Segment Open

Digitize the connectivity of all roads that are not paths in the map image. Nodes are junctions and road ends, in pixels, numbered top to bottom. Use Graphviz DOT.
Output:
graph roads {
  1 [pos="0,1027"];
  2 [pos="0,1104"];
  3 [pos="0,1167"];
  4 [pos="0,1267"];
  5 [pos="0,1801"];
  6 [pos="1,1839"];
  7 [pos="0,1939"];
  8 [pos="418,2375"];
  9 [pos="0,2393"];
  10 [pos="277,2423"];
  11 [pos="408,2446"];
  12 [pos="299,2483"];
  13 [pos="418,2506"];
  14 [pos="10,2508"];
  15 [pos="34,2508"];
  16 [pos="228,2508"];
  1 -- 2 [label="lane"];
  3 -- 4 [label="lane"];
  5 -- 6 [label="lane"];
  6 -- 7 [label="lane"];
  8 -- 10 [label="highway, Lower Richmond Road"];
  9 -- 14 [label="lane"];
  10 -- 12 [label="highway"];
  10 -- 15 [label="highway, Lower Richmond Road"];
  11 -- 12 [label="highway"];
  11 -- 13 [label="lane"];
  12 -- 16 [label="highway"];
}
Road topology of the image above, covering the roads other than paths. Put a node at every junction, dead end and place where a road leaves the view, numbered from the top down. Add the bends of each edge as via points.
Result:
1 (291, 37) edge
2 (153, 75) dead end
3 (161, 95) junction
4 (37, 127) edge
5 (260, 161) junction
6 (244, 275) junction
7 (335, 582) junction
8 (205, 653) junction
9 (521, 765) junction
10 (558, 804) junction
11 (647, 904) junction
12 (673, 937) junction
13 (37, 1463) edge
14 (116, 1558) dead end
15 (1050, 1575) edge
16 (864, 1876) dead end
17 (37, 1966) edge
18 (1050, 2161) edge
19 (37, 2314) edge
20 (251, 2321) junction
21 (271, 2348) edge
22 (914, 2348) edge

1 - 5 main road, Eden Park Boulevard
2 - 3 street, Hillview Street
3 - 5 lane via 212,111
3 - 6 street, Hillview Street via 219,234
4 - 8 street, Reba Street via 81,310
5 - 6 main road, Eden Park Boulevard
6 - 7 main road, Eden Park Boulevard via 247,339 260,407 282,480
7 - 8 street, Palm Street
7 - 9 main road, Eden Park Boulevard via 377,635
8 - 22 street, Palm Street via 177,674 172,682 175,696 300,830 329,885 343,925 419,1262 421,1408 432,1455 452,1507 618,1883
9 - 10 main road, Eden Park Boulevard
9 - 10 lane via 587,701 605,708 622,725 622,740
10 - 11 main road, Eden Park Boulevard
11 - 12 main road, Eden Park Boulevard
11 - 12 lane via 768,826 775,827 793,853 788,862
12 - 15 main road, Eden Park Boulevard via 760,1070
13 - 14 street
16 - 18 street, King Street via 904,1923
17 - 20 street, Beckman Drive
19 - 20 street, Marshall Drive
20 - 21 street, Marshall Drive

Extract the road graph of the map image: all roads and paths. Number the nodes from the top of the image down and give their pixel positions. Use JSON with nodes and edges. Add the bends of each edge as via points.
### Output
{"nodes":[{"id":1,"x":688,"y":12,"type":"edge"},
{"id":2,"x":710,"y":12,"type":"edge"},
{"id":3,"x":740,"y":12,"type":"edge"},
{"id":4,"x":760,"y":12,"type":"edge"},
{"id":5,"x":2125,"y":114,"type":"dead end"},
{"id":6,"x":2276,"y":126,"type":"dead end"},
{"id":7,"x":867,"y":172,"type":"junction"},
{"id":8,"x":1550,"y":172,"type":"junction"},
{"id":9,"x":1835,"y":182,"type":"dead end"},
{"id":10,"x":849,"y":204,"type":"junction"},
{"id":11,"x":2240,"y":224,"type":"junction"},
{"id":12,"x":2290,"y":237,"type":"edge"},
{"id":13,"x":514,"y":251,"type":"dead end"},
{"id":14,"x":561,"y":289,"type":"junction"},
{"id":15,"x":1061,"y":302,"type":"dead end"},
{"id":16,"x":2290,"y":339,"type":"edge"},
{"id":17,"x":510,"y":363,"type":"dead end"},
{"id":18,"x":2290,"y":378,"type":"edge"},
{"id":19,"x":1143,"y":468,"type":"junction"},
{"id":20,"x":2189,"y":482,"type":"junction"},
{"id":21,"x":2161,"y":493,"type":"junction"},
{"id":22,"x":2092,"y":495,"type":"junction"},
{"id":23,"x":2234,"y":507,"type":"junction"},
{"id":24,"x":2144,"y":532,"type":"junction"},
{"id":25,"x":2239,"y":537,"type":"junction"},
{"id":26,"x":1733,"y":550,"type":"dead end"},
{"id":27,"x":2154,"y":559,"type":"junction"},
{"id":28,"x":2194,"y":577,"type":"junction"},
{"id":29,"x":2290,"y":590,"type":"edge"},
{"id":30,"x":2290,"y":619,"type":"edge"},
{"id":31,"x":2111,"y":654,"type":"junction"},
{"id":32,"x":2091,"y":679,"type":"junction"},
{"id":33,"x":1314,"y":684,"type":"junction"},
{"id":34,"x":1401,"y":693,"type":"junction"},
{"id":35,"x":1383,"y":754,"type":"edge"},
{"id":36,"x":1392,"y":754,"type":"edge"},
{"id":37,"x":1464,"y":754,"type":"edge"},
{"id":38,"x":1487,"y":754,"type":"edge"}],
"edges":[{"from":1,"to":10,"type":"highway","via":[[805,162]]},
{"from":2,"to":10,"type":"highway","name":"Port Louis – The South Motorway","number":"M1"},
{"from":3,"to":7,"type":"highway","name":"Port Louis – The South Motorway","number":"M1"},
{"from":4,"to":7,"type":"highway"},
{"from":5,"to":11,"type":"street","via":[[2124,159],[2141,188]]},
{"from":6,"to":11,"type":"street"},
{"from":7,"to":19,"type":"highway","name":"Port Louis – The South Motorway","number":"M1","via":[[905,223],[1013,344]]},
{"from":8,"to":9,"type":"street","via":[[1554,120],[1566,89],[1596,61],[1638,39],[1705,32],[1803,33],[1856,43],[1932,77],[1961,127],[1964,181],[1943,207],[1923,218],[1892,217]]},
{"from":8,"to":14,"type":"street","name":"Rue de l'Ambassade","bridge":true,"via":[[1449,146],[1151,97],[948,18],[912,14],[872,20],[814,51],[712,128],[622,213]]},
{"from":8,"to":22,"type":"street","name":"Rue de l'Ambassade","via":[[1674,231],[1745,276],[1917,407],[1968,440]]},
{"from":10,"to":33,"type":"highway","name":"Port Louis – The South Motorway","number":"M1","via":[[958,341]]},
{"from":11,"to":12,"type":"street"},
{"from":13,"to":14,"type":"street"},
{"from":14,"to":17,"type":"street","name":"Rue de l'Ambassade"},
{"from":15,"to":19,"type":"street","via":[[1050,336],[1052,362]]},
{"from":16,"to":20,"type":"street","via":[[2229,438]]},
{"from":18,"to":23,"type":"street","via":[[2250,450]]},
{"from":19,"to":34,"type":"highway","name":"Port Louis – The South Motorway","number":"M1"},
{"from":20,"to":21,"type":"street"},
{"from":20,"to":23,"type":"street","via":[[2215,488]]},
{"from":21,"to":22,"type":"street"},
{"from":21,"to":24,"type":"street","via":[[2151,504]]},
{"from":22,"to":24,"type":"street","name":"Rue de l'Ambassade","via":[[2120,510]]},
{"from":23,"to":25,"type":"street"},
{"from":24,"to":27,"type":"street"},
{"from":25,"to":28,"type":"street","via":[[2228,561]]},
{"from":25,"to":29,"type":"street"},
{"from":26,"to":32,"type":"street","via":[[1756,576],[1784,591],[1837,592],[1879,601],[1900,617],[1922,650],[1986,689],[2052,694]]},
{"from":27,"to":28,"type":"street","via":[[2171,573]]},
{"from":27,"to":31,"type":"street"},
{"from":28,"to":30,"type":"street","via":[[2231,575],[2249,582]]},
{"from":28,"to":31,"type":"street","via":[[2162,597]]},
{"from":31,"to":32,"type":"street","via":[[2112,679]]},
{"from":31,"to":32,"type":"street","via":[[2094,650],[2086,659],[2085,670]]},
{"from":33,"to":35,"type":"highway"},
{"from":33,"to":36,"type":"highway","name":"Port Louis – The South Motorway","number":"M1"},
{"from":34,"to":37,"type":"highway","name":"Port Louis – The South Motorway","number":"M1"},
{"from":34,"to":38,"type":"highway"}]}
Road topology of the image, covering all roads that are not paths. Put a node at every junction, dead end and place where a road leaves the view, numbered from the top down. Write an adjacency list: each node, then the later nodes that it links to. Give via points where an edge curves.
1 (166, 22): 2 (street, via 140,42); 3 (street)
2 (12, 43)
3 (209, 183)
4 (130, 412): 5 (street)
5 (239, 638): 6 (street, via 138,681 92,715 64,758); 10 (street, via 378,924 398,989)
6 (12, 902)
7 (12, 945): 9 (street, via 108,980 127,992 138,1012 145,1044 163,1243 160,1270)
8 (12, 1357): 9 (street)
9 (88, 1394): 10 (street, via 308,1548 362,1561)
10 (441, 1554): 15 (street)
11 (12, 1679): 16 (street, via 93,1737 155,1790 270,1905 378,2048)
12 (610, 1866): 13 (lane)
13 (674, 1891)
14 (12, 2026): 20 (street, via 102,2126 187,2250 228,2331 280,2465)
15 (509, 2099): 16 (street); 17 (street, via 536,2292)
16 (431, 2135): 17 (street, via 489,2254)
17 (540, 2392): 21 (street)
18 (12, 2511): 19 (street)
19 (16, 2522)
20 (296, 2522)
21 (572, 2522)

Segment Closed

- [DIRECTIONS FOR THIS TASK] Go through the listing above and return each line where the word "numbered" occurs.

- [COMPLETED EXERCISE]
Digitize the connectivity of all roads that are not paths in the map image. Nodes are junctions and road ends, in pixels, numbered top to bottom. Use Graphviz DOT.
Road topology of the image above, covering the roads other than paths. Put a node at every junction, dead end and place where a road leaves the view, numbered from the top down. Add the bends of each edge as via points.
Road topology of the image, covering all roads that are not paths. Put a node at every junction, dead end and place where a road leaves the view, numbered from the top down. Write an adjacency list: each node, then the later nodes that it links to. Give via points where an edge curves.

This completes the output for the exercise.